--- REQUIRED WORK ---
Provide the data again in its entirety, exactly as given.

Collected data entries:
====

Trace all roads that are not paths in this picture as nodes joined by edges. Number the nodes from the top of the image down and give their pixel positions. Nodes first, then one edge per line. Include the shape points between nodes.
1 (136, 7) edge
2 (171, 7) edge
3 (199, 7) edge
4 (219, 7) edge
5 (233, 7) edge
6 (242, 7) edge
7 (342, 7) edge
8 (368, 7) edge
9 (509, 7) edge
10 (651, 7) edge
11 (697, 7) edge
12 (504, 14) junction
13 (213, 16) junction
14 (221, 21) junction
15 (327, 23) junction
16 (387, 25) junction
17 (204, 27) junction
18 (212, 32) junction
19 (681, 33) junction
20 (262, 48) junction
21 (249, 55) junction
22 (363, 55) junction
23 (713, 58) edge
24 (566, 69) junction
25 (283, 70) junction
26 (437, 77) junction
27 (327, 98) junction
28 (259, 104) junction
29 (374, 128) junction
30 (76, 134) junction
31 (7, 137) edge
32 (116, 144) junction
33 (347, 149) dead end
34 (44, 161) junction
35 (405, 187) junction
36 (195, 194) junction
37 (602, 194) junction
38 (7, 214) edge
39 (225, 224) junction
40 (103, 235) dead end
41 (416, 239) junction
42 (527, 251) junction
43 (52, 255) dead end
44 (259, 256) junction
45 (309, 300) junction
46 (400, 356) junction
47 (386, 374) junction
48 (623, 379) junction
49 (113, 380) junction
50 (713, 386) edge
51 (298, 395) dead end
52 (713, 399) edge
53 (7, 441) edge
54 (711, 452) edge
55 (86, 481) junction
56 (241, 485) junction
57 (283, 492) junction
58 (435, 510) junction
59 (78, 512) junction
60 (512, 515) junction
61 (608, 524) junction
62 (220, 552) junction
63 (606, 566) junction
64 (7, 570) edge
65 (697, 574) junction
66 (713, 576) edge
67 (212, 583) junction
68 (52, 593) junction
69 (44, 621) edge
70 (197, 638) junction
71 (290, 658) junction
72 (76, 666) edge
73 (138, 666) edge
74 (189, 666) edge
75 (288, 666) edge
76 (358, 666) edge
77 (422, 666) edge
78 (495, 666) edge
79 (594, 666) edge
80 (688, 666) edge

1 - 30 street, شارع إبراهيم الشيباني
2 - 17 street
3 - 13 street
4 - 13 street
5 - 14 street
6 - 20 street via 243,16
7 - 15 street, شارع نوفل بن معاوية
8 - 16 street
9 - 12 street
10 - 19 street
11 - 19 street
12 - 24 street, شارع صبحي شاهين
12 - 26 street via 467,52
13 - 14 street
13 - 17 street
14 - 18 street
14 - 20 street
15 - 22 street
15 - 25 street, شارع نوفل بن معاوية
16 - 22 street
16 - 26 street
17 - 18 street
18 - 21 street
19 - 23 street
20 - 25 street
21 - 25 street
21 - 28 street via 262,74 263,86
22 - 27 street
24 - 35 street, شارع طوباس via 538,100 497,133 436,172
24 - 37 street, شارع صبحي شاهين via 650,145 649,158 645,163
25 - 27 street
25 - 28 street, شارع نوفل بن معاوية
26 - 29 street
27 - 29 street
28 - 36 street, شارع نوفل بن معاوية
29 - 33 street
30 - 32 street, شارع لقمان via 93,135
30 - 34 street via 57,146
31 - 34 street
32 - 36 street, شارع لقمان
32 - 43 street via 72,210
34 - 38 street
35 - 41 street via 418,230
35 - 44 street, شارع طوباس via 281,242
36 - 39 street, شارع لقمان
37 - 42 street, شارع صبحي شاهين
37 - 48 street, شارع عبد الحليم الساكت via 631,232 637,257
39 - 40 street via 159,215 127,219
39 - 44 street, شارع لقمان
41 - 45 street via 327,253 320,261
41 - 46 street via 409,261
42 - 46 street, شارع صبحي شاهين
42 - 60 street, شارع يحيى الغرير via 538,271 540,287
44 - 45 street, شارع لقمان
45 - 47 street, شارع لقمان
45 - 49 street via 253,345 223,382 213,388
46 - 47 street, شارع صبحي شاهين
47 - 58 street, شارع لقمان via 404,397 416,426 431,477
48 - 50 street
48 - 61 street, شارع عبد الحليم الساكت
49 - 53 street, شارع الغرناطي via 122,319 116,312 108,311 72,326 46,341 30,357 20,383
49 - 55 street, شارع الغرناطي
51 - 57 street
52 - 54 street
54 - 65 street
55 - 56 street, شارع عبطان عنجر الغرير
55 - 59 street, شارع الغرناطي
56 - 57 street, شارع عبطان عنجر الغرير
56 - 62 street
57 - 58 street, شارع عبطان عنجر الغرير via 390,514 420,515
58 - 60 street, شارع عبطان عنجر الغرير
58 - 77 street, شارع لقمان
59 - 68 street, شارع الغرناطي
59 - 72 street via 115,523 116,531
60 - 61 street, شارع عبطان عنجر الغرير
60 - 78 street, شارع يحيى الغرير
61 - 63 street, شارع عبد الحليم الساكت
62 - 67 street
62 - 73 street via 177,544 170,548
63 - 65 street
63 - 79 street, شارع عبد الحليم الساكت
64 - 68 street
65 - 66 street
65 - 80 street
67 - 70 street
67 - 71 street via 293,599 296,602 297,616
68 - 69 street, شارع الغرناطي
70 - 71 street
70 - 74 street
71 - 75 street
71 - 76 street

====

--- EXERCISE SOLUTION ---
Trace all roads that are not paths in this picture as nodes joined by edges. Number the nodes from the top of the image down and give their pixel positions. Nodes first, then one edge per line. Include the shape points between nodes.
1 (136, 7) edge
2 (171, 7) edge
3 (199, 7) edge
4 (219, 7) edge
5 (233, 7) edge
6 (242, 7) edge
7 (342, 7) edge
8 (368, 7) edge
9 (509, 7) edge
10 (651, 7) edge
11 (697, 7) edge
12 (504, 14) junction
13 (213, 16) junction
14 (221, 21) junction
15 (327, 23) junction
16 (387, 25) junction
17 (204, 27) junction
18 (212, 32) junction
19 (681, 33) junction
20 (262, 48) junction
21 (249, 55) junction
22 (363, 55) junction
23 (713, 58) edge
24 (566, 69) junction
25 (283, 70) junction
26 (437, 77) junction
27 (327, 98) junction
28 (259, 104) junction
29 (374, 128) junction
30 (76, 134) junction
31 (7, 137) edge
32 (116, 144) junction
33 (347, 149) dead end
34 (44, 161) junction
35 (405, 187) junction
36 (195, 194) junction
37 (602, 194) junction
38 (7, 214) edge
39 (225, 224) junction
40 (103, 235) dead end
41 (416, 239) junction
42 (527, 251) junction
43 (52, 255) dead end
44 (259, 256) junction
45 (309, 300) junction
46 (400, 356) junction
47 (386, 374) junction
48 (623, 379) junction
49 (113, 380) junction
50 (713, 386) edge
51 (298, 395) dead end
52 (713, 399) edge
53 (7, 441) edge
54 (711, 452) edge
55 (86, 481) junction
56 (241, 485) junction
57 (283, 492) junction
58 (435, 510) junction
59 (78, 512) junction
60 (512, 515) junction
61 (608, 524) junction
62 (220, 552) junction
63 (606, 566) junction
64 (7, 570) edge
65 (697, 574) junction
66 (713, 576) edge
67 (212, 583) junction
68 (52, 593) junction
69 (44, 621) edge
70 (197, 638) junction
71 (290, 658) junction
72 (76, 666) edge
73 (138, 666) edge
74 (189, 666) edge
75 (288, 666) edge
76 (358, 666) edge
77 (422, 666) edge
78 (495, 666) edge
79 (594, 666) edge
80 (688, 666) edge

1 - 30 street, شارع إبراهيم الشيباني
2 - 17 street
3 - 13 street
4 - 13 street
5 - 14 street
6 - 20 street via 243,16
7 - 15 street, شارع نوفل بن معاوية
8 - 16 street
9 - 12 street
10 - 19 street
11 - 19 street
12 - 24 street, شارع صبحي شاهين
12 - 26 street via 467,52
13 - 14 street
13 - 17 street
14 - 18 street
14 - 20 street
15 - 22 street
15 - 25 street, شارع نوفل بن معاوية
16 - 22 street
16 - 26 street
17 - 18 street
18 - 21 street
19 - 23 street
20 - 25 street
21 - 25 street
21 - 28 street via 262,74 263,86
22 - 27 street
24 - 35 street, شارع طوباس via 538,100 497,133 436,172
24 - 37 street, شارع صبحي شاهين via 650,145 649,158 645,163
25 - 27 street
25 - 28 street, شارع نوفل بن معاوية
26 - 29 street
27 - 29 street
28 - 36 street, شارع نوفل بن معاوية
29 - 33 street
30 - 32 street, شارع لقمان via 93,135
30 - 34 street via 57,146
31 - 34 street
32 - 36 street, شارع لقمان
32 - 43 street via 72,210
34 - 38 street
35 - 41 street via 418,230
35 - 44 street, شارع طوباس via 281,242
36 - 39 street, شارع لقمان
37 - 42 street, شارع صبحي شاهين
37 - 48 street, شارع عبد الحليم الساكت via 631,232 637,257
39 - 40 street via 159,215 127,219
39 - 44 street, شارع لقمان
41 - 45 street via 327,253 320,261
41 - 46 street via 409,261
42 - 46 street, شارع صبحي شاهين
42 - 60 street, شارع يحيى الغرير via 538,271 540,287
44 - 45 street, شارع لقمان
45 - 47 street, شارع لقمان
45 - 49 street via 253,345 223,382 213,388
46 - 47 street, شارع صبحي شاهين
47 - 58 street, شارع لقمان via 404,397 416,426 431,477
48 - 50 street
48 - 61 street, شارع عبد الحليم الساكت
49 - 53 street, شارع الغرناطي via 122,319 116,312 108,311 72,326 46,341 30,357 20,383
49 - 55 street, شارع الغرناطي
51 - 57 street
52 - 54 street
54 - 65 street
55 - 56 street, شارع عبطان عنجر الغرير
55 - 59 street, شارع الغرناطي
56 - 57 street, شارع عبطان عنجر الغرير
56 - 62 street
57 - 58 street, شارع عبطان عنجر الغرير via 390,514 420,515
58 - 60 street, شارع عبطان عنجر الغرير
58 - 77 street, شارع لقمان
59 - 68 street, شارع الغرناطي
59 - 72 street via 115,523 116,531
60 - 61 street, شارع عبطان عنجر الغرير
60 - 78 street, شارع يحيى الغرير
61 - 63 street, شارع عبد الحليم الساكت
62 - 67 street
62 - 73 street via 177,544 170,548
63 - 65 street
63 - 79 street, شارع عبد الحليم الساكت
64 - 68 street
65 - 66 street
65 - 80 street
67 - 70 street
67 - 71 street via 293,599 296,602 297,616
68 - 69 street, شارع الغرناطي
70 - 71 street
70 - 74 street
71 - 75 street
71 - 76 street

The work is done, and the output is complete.